Saved data entries:

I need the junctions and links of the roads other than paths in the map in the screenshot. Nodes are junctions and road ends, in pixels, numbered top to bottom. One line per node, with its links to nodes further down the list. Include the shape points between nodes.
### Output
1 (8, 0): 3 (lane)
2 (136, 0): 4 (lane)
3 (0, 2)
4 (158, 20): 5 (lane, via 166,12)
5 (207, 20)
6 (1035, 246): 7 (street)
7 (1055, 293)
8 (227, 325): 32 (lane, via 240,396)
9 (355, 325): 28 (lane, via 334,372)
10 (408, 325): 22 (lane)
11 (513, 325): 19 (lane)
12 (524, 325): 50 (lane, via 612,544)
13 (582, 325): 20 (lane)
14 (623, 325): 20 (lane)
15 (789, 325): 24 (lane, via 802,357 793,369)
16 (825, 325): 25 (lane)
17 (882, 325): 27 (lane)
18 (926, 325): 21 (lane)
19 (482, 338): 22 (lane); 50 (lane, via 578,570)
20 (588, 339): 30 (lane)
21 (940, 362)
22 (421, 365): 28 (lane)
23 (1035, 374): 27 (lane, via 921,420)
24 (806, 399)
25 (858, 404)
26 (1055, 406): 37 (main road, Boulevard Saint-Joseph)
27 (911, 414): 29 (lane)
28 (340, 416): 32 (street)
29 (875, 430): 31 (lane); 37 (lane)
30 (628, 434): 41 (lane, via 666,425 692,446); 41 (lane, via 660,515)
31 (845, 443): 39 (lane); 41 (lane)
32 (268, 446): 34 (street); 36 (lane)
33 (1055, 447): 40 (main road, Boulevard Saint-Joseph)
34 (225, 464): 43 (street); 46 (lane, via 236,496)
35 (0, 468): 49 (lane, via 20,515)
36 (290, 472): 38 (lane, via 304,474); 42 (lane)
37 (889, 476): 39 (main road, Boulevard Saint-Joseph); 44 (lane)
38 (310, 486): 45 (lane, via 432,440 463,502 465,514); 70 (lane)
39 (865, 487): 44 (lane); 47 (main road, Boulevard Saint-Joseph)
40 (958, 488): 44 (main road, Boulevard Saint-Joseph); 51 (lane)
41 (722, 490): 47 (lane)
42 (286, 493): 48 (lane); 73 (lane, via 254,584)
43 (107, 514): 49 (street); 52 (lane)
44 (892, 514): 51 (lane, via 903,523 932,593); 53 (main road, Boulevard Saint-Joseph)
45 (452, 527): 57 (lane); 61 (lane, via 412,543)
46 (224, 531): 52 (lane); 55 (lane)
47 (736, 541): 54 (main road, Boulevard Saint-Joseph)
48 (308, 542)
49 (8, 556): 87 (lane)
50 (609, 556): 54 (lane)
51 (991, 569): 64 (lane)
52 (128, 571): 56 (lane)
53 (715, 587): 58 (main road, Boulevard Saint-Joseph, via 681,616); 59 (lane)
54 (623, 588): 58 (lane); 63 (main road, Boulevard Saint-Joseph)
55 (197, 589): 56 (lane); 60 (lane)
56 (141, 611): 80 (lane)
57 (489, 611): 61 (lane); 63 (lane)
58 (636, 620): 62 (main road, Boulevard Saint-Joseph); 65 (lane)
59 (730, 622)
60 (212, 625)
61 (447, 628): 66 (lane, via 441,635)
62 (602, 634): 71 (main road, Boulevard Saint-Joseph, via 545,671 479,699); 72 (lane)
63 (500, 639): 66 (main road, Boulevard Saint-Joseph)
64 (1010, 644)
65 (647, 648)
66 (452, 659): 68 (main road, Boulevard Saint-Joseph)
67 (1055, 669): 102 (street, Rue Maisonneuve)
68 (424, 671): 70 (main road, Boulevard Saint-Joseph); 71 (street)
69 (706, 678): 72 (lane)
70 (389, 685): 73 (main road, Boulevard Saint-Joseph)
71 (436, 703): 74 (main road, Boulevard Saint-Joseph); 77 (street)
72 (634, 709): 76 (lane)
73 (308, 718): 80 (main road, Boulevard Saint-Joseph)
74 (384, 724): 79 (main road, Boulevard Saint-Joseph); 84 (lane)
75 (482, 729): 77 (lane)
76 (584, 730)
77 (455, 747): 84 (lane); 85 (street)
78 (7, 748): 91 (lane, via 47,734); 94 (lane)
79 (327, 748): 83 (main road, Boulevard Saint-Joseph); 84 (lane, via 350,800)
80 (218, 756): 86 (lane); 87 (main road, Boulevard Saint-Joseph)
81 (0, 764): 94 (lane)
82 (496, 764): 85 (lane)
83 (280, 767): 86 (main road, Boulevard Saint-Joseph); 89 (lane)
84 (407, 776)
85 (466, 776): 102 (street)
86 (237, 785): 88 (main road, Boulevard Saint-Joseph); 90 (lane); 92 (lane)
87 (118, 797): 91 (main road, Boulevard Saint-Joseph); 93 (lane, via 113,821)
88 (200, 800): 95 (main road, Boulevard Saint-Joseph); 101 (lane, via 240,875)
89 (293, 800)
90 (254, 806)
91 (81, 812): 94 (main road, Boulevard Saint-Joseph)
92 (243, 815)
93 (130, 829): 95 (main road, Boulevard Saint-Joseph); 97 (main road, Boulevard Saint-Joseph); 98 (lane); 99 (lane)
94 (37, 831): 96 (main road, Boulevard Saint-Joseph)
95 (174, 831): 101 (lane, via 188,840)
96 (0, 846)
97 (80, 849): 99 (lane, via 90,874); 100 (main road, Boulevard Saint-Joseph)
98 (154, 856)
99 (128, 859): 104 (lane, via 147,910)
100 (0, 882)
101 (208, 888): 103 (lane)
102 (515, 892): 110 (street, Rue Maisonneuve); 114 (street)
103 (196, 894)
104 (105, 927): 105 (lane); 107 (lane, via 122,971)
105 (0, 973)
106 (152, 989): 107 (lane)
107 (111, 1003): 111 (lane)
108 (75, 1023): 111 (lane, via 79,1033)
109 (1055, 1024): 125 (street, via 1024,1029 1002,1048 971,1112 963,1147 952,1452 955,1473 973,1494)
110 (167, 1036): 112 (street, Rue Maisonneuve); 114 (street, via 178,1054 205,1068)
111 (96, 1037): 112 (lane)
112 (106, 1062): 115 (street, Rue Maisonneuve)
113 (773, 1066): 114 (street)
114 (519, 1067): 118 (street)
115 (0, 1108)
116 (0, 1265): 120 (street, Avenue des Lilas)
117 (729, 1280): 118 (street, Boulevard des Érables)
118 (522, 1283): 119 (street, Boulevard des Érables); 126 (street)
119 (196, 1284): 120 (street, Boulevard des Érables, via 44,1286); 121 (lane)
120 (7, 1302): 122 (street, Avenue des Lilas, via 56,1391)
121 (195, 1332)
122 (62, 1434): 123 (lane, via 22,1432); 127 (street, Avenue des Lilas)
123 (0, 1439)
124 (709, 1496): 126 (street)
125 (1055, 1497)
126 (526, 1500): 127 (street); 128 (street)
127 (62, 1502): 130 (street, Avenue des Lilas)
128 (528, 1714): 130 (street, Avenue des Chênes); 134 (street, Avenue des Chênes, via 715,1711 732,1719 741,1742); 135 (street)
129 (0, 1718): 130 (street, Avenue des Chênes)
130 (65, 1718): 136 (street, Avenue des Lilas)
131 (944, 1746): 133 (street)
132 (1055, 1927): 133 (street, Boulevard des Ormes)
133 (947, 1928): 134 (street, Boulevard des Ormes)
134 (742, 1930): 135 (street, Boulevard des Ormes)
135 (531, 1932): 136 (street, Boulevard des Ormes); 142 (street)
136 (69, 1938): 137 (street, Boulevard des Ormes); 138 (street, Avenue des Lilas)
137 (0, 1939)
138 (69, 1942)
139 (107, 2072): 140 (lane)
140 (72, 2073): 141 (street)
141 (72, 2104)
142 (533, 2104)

What the exercise asks: Check each line of the data above for the word "Avenue". Report how many lines have it, and nothing else.

Task answer: 8